Access to patients’ historical data. Before selecting a medication, prescribers often need to review elements of the patient’s history. The patient’s current medication list was rated as a critically important element for electronic prescribing systems to provide (recommendation 7). The current medication list should integrate data from all clinicians caring for the patient, but to mitigate privacy threats, this list should be available only to prescribers with care responsibility for the patient. To improve the accuracy and completeness of the list, systems should extract the patient’s prescription data from external pharmacy and hospital systems (recommendation 5) and support the manual entry of prescription information that is not available from external systems (recommendation 9). Exhibit 2 shows the highest-rated, immediately achievable recommendations in this category.

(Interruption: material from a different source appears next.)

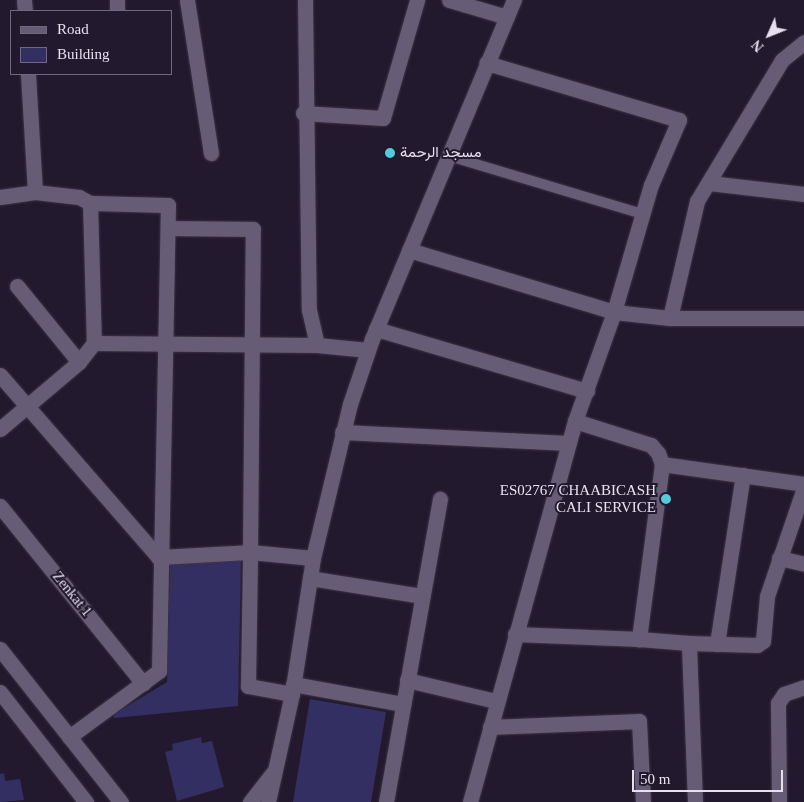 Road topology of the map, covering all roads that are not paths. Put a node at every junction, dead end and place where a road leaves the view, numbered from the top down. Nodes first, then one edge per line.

Medication selection. After deciding that a medication is indicated, prescribers must specify a medication and dose. Some prescribing systems assist prescribers at this step by listing the medications that are indicated for particular diagnoses.¹⁴ As shown in Exhibit 3, panel members considered this feature important for patient safety and health outcomes (recommendation 13), but their ratings also indicate that systems should not force the assignment of a diagnosis (recommendation 14). Some electronic prescribing systems attempt to influence prescribers by altering the order in which medications are presented or by displaying special symbols (such as an asterisk) next to favored or disfavored options. The panel recognized that this potentially beneficial feature could also be used to create commercial advantages for third parties. To curb these potential conflicts of interest, the panel strongly recommended that the display of medication options should not be influenced by promotional considerations (recommendation 16).¹⁵ Furthermore, the meaning of any symbols or special typefaces used to differentiate medication choices should be made clear (recommendation 17), and the rationale for these and any other medication recommendations should be immediately available (recommendation 18).

Alerts and other messages to prescribers. After a medication is selected, many electronic prescribing systems attempt to alert prescribers to potential problems. Exhibit 4 shows that the panel strongly recommended safety alerts for contraindications or significant precautions (recommendation 27). However, systems should implement methods for prioritizing alerts and allow prescribers to suppress less clinically important alerts (recommendations 31 and 32), and prescribers should be able to clearly distinguish safety-related messages from other types of messages, such as formulary alerts (recommendation 30).

Patient education. Before finalizing a new prescription, clinicians should educate patients about the new medication and negotiate patients’ adherence to treatment. The panel recommended that electronic prescribing systems provide information tailored for patients on how and why the medication should be used (recommendation 39) and provide a printout of a complete current medication list in nontechnical language (recommendation 40).

Data transmission and storage. Once completed, prescription orders must be transmitted to a pharmacy. As shown in Exhibit 5, the panel recommended that prescribing systems enable these transmissions following established standards from Health Level 7 (HL7) or the National Council for Prescription Drug Programs (recommendations 41 and 42). Data transmissions should use National Provider Identifiers when these become available (recommendation 44).¹⁶ Prescribers should also be notified when transmissions fail (recommendation 46).

Monitoring and renewals. Monitoring is an important but underappreciated step in medication management.¹⁷ The panel expected important benefits from alerts for patient adherence problems (recommendation 48) and from assistance with ordering and tracking laboratory monitoring tests (recommendations 49–51), but none of these recommendations was rated as achievable in three years.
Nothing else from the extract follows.